Todo eso en un tono de melancolía, quizá heredada de la infancia del autor,  vivida en una casa a oscuras durante el día, con una madre que sufría de fuertes dolores de cabeza y un padre que evitaba expresar sus sentimientos porque sufría del corazón. Ese niño buscó refugio en el cine; ese niño que fue Subiela, quizá por esa infancia triste, se acomodó tan bien en una sala de cine o en un teatro.

La película recibió el elogio unánime de la crítica de su país, que observó la carga simbólica del relato y sus complejidades. Uno de los elogios que menos le gustaba definía bien el relato: “No pareces haber hecho una película argentina”. Pasó algo desapercibida internacionalmente, en buena medida por el éxito arrollador de La Historia oficial.  Sin embargo, a Subiela le permitió embarcarse en proyectos como No te vayas sin decirme adónde vas, (con mucho de homenaje al cine y el teatro) y alcanzar el reconocimiento internacional con El Lado oscuro del corazón, donde, a través de la poesía de Oliverio Girondo, con elementos surrealistas, narra la historia de un poeta que busca una mujer que lo haga volar.

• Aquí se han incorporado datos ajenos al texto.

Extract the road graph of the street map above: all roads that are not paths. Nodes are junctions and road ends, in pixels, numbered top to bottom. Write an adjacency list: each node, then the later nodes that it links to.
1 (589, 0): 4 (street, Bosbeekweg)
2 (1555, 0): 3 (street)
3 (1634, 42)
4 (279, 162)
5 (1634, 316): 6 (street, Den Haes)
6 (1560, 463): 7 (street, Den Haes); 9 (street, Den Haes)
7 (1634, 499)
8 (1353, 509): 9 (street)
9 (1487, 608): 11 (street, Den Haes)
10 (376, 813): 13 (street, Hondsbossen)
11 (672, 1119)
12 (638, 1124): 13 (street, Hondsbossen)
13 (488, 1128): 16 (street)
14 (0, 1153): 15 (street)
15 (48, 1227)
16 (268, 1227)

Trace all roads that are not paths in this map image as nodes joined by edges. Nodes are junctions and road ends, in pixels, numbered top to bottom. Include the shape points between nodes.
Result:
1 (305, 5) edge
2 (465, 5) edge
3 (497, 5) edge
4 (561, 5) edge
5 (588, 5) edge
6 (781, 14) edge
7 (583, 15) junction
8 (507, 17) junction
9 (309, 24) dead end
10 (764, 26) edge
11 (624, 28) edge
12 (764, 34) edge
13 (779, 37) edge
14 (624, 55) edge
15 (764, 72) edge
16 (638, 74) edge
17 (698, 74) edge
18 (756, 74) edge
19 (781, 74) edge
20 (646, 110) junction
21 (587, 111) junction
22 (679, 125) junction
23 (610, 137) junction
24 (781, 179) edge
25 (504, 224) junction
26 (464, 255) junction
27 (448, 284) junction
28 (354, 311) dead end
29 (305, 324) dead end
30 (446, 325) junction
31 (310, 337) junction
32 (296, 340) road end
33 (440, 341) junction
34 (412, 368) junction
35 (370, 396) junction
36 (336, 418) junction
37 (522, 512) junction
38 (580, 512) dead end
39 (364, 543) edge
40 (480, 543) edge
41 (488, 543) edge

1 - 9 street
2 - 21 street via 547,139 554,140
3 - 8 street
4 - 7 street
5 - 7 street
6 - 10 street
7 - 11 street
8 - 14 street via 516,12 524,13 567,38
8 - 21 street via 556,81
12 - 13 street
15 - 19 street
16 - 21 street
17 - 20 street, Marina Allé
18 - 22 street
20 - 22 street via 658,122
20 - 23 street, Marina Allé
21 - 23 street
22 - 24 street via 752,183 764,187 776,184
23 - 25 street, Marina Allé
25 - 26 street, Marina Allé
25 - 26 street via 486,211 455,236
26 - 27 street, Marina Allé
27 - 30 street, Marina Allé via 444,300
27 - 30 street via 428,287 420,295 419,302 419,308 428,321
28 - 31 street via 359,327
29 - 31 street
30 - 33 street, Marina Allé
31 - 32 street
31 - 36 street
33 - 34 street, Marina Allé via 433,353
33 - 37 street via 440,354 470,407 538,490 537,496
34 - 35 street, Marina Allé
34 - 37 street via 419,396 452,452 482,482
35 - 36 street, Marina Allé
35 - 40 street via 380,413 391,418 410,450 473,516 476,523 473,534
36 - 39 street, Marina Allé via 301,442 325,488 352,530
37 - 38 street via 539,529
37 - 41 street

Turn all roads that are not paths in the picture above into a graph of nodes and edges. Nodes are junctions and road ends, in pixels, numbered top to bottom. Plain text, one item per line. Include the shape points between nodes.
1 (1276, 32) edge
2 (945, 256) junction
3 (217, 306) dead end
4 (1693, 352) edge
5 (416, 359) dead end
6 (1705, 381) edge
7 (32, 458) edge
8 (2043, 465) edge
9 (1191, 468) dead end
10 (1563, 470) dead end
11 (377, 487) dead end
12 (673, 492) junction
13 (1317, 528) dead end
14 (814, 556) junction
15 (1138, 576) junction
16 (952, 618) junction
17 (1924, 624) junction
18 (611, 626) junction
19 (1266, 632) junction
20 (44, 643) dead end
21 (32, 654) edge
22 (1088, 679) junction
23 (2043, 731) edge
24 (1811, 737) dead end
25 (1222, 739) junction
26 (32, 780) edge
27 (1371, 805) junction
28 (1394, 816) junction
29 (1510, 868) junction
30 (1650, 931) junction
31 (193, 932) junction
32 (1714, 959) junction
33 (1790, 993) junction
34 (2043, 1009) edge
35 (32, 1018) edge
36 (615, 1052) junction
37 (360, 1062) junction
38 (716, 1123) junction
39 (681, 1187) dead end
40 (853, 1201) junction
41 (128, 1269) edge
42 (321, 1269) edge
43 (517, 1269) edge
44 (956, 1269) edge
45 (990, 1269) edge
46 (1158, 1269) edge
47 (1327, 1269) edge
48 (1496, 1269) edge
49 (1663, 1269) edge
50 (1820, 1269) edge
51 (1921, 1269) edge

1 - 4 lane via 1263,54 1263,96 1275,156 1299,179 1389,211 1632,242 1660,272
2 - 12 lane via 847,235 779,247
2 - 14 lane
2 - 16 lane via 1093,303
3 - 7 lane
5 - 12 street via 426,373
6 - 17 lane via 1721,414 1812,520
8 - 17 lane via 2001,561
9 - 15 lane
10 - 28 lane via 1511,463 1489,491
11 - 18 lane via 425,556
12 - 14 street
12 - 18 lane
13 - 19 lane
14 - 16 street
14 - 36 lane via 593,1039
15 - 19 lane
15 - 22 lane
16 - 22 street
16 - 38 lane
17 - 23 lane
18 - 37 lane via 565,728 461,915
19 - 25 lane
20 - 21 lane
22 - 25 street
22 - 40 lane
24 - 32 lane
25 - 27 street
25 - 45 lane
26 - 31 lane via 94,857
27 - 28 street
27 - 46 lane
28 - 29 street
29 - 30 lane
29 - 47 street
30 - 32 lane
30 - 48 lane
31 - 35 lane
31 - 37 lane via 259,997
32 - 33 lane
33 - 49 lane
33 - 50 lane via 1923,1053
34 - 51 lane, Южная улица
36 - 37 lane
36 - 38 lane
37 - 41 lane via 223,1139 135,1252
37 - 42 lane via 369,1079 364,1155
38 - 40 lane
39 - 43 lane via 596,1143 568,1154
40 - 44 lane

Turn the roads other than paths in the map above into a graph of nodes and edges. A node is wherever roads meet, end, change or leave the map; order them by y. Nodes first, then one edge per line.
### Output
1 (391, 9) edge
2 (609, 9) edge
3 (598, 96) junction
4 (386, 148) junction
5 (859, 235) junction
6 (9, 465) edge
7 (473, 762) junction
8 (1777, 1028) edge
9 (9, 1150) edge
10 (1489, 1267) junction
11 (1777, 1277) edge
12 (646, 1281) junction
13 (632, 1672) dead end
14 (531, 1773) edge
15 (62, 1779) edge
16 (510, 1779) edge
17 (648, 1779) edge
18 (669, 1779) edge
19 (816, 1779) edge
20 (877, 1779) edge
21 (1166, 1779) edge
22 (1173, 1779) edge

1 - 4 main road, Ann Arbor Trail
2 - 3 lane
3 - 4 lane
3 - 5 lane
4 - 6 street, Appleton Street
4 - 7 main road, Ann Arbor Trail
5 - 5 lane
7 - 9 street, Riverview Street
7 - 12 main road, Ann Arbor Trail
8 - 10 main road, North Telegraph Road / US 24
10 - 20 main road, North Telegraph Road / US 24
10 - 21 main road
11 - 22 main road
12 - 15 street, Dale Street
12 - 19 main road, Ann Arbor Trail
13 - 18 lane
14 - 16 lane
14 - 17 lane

Eliseo nos dejó el 25 de diciembre pasado; minutos después nos enteramos de que George Michael se había ido también.  Los elogios de los periódicos inundaron las redes. Como La historia oficial y Hombre…, una cosa opacó a la otra. El mundo recordó a Eliseo con un titular similar a “Murió el director de El lado oscuro del corazón”.  Sin embargo, en Argentina lo  recordaron de otra forma: “Murió Eliseo, el director de Hombre mirando al sudeste”.  Se fue como vivió, discreto, dos días antes de cumplir los 71 años. Ayudó a volar al cine argentino, mientras miraba al sudeste.